News Release

Newborn lung treatment poses risk of intestinal perforation

Peer-Reviewed Publication

NIH/Eunice Kennedy Shriver National Institute of Child Health and Human Development

A treatment commonly prescribed to reduce the risk of chronic lung disease in extremely premature infants does not reduce the risk of death or chronic lung disease in these infants and may increase the risk for perforation of the intestines, according to a study by the National Institute of Child Health and Human Development (NICHD) Neonatal Research Network.

In the largest, most comprehensive study of its kind, the study authors concluded in the January 11, New England Journal of Medicine, that early postnatal doses of the drug, dexamethasone, are not indicated to prevent lung disease in extremely low birth weight infants.

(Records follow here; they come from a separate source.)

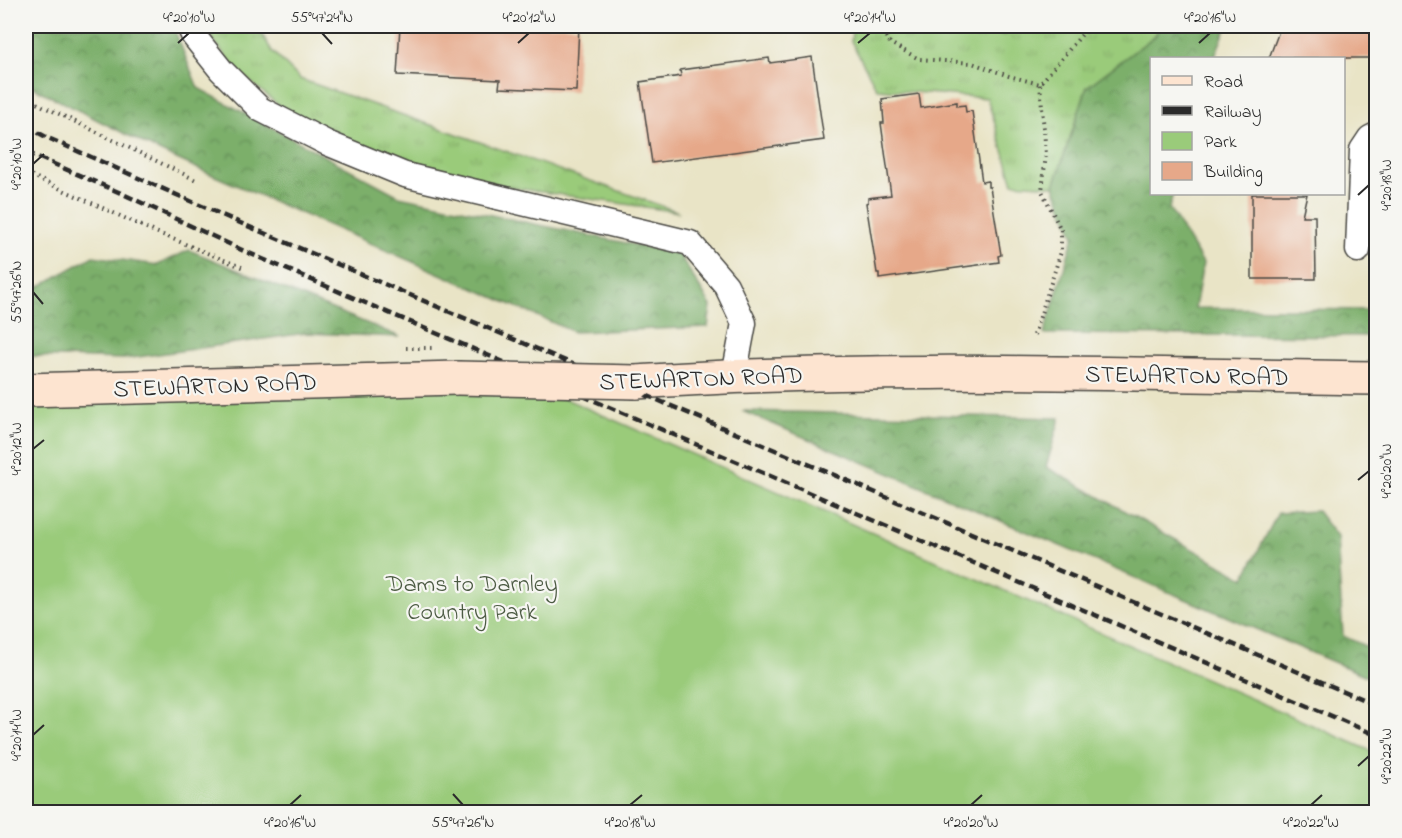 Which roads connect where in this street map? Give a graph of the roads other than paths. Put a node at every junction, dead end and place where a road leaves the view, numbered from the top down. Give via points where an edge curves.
1 (189, 26) edge
2 (1377, 135) edge
3 (1358, 250) dead end
4 (734, 376) junction
5 (1377, 378) edge
6 (26, 390) edge

1 - 4 lane via 221,70 260,109 327,143 405,175 690,243 726,285 744,323
2 - 3 lane via 1362,150
4 - 5 main road, STEWARTON ROAD via 1082,373
4 - 6 main road, STEWARTON ROAD, bridge via 636,382 457,378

"This study shows that early moderate doses of dexamethasone do not increase the survival of preterm infants or prevent chronic lung disease and may actually endanger their health," said NICHD Director, Duane Alexander, M.D.

Approximately 70 percent of extremely low birth weight infants (weighing less than 1 kg or 2.2 pounds) survive to hospital discharge; of these, about 30 percent develop chronic lung disease requiring supplemental oxygen to breathe. The lungs of these infants-most of whom are extremely premature-are incompletely developed at birth and easily injured by mechanical ventilators, oxygen, and infection. In addition, there is preliminary evidence that these infants have inadequate levels of the stress hormone cortisol, which may make them susceptible to an exaggerated response to injury and infection. (Cortisol plays a role in "switching off" an immune response after an infection or other threat has subsided.) Dexamethasone is an anti-inflammatory drug chemically resembling cortisol that may be prescribed to dampen the inflammatory response.

Some studies have suggested that dexamethasone given from 24 to 48 hours after birth may reduce the risk for chronic lung disease. However, infants in these studies were typically given large doses of the drug, which interfered with infants' growth and increased their blood sugar and blood pressure. "We began the trial with the hope that we could lower the dose of dexamethasone, and reduce the risk of these side effects," said study co-author Linda Wright, NICHD program official for the Network. In all, the researchers enrolled 220 infants from the 13 centers taking part in the trial. Roughly half were treated with dexamethasone and half with a placebo. Fewer infants in the dexamethasone group needed oxygen therapy after 28 days but by 36 weeks corrected age this advantage had disappeared. Also, significantly more infants in the dexamethasone group than the control group (13 percent versus 4 percent) developed spontaneous perforation of the intestines. After review of the data by the trial's Data and Safety Monitoring Committee, the researchers terminated the trial early. "Given these serious complications and the lack of discernible benefit," the researchers wrote, "we think that early dexamethasone treatment to prevent chronic lung disease in extremely low birth weight infants is not indicated."